We have a 450 sq.foot "utility" area (ground level, not a basement, but it is where our HVAC, water heater, laundry, freezer, storage, exercise equipment is). Floor is slab concrete, walls cement block. 45 year old home, original contractor cheap tiles over the years have loosened and the remaining ones are easy to pop up. We do not have ground water or dampness problems in this area. We have gotten so much advice from friends, coworkers, home center folks that I need kind Metafilter folks to steer us to solution for our snowflake needs. Details inside.
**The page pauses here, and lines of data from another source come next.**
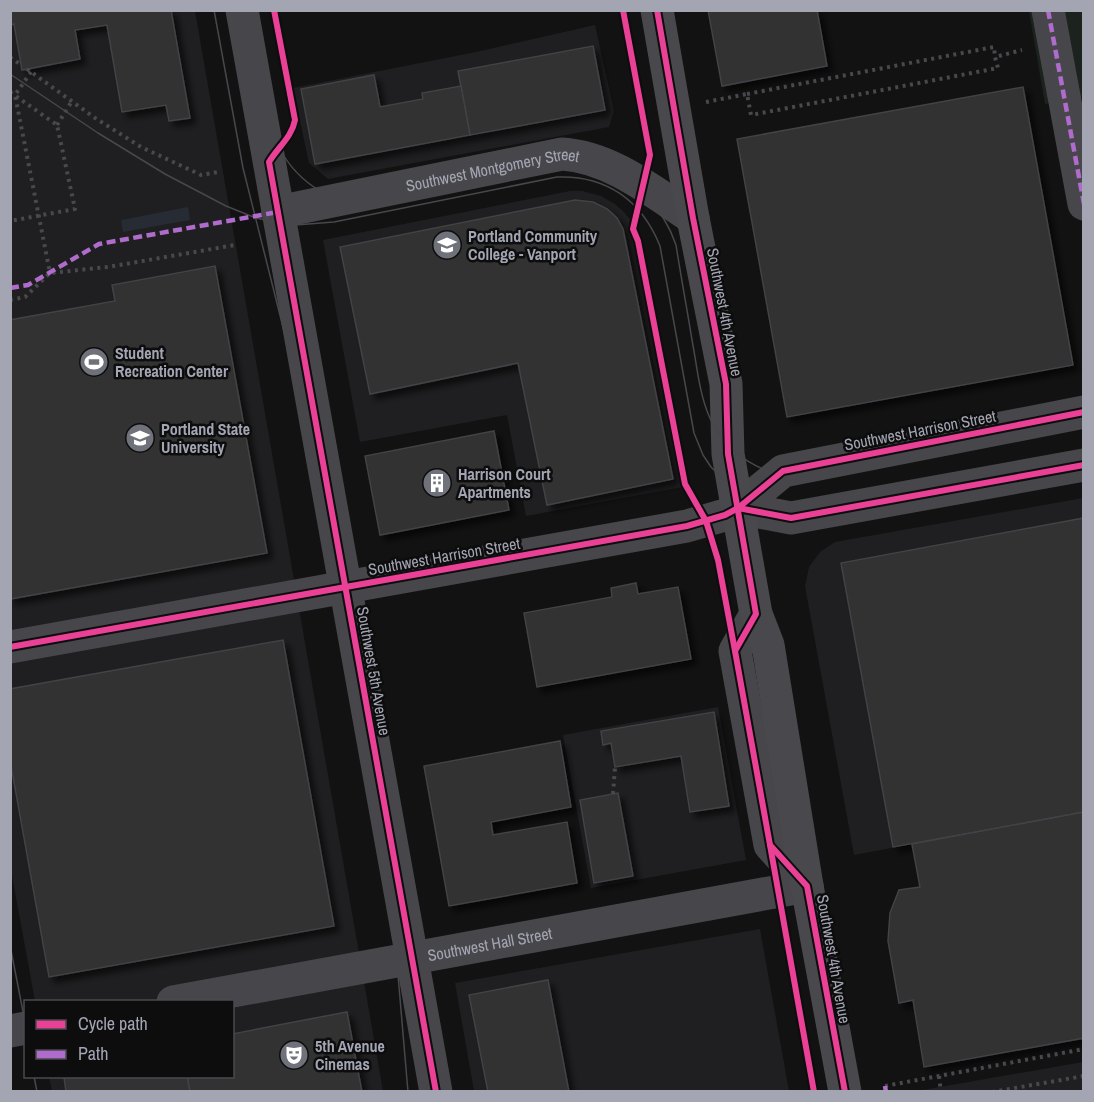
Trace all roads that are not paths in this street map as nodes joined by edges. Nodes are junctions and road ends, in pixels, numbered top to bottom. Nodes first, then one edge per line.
1 (242, 10) edge
2 (657, 10) edge
3 (1051, 26) edge
4 (1083, 204) edge
5 (278, 212) junction
6 (693, 218) junction
7 (1083, 412) edge
8 (1083, 465) edge
9 (738, 508) junction
10 (345, 587) junction
11 (10, 647) edge
12 (807, 886) junction
13 (412, 958) junction
14 (184, 1000) edge
15 (436, 1092) edge
16 (845, 1092) edge

1 - 5 street, Southwest 5th Avenue
2 - 6 main road, Southwest 4th Avenue
3 - 4 street
5 - 6 street, Southwest Montgomery Street
5 - 10 street, Southwest 5th Avenue
6 - 9 main road, Southwest 4th Avenue
7 - 9 street, Southwest Harrison Street
8 - 9 street
9 - 10 street, Southwest Harrison Street
9 - 12 main road, Southwest 4th Avenue
10 - 11 street, Southwest Harrison Street
10 - 13 street, Southwest 5th Avenue
12 - 13 street, Southwest Hall Street
12 - 16 main road, Southwest 4th Avenue
13 - 14 street, Southwest Hall Street
13 - 15 street, Southwest 5th Avenue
The remaining adhesive residue does not seem thick, and home center person said we could use long handle blade tool to scrape, then apply a primer coating with self-stick resilient tiles that are the thicker type squares (that can be butted or spaced for grouting) since the thickness will prevent the concrete roughness from being visible in the vinyl surface.
But I also see this
interesting video about non-square resilient flooring that are floating and (unlike snap together plank flooring) they adhere via overlap adhesive. Wouldn't that save us the scraping up of the old residue?
People also warn us about this utility area flooding (overflowing washer, hot water heater leak) and the water getting under a floating floor and molding. But this is concrete slab and vinyl, right, and if the water could get between couldn't it also evaporate out over time? And except for sheet goods you would always have that danger in a utility area, right?
Estimate from a contractor to sand, seal and stain was $1700 (over $4/sq.ft) plus we worry how much dust they might create. We are willing to do the job ourselves, unless that is unwise. We are most concerned about not picking a solution that is just plain wrong for the application, than about beauty. But cost or value counts too of course. We could afford the $1700 range if we knew we were spending it wisely.
My Googling and Metafilter search turned up plenty of advice on flooring, some old, some on the floating plank floors which would be totally inappropriate for this area, or on ceramic or other more expensive solutions. But I think my problem is a "which to do" as opposed to a "how to do". Thanks in advance everyone!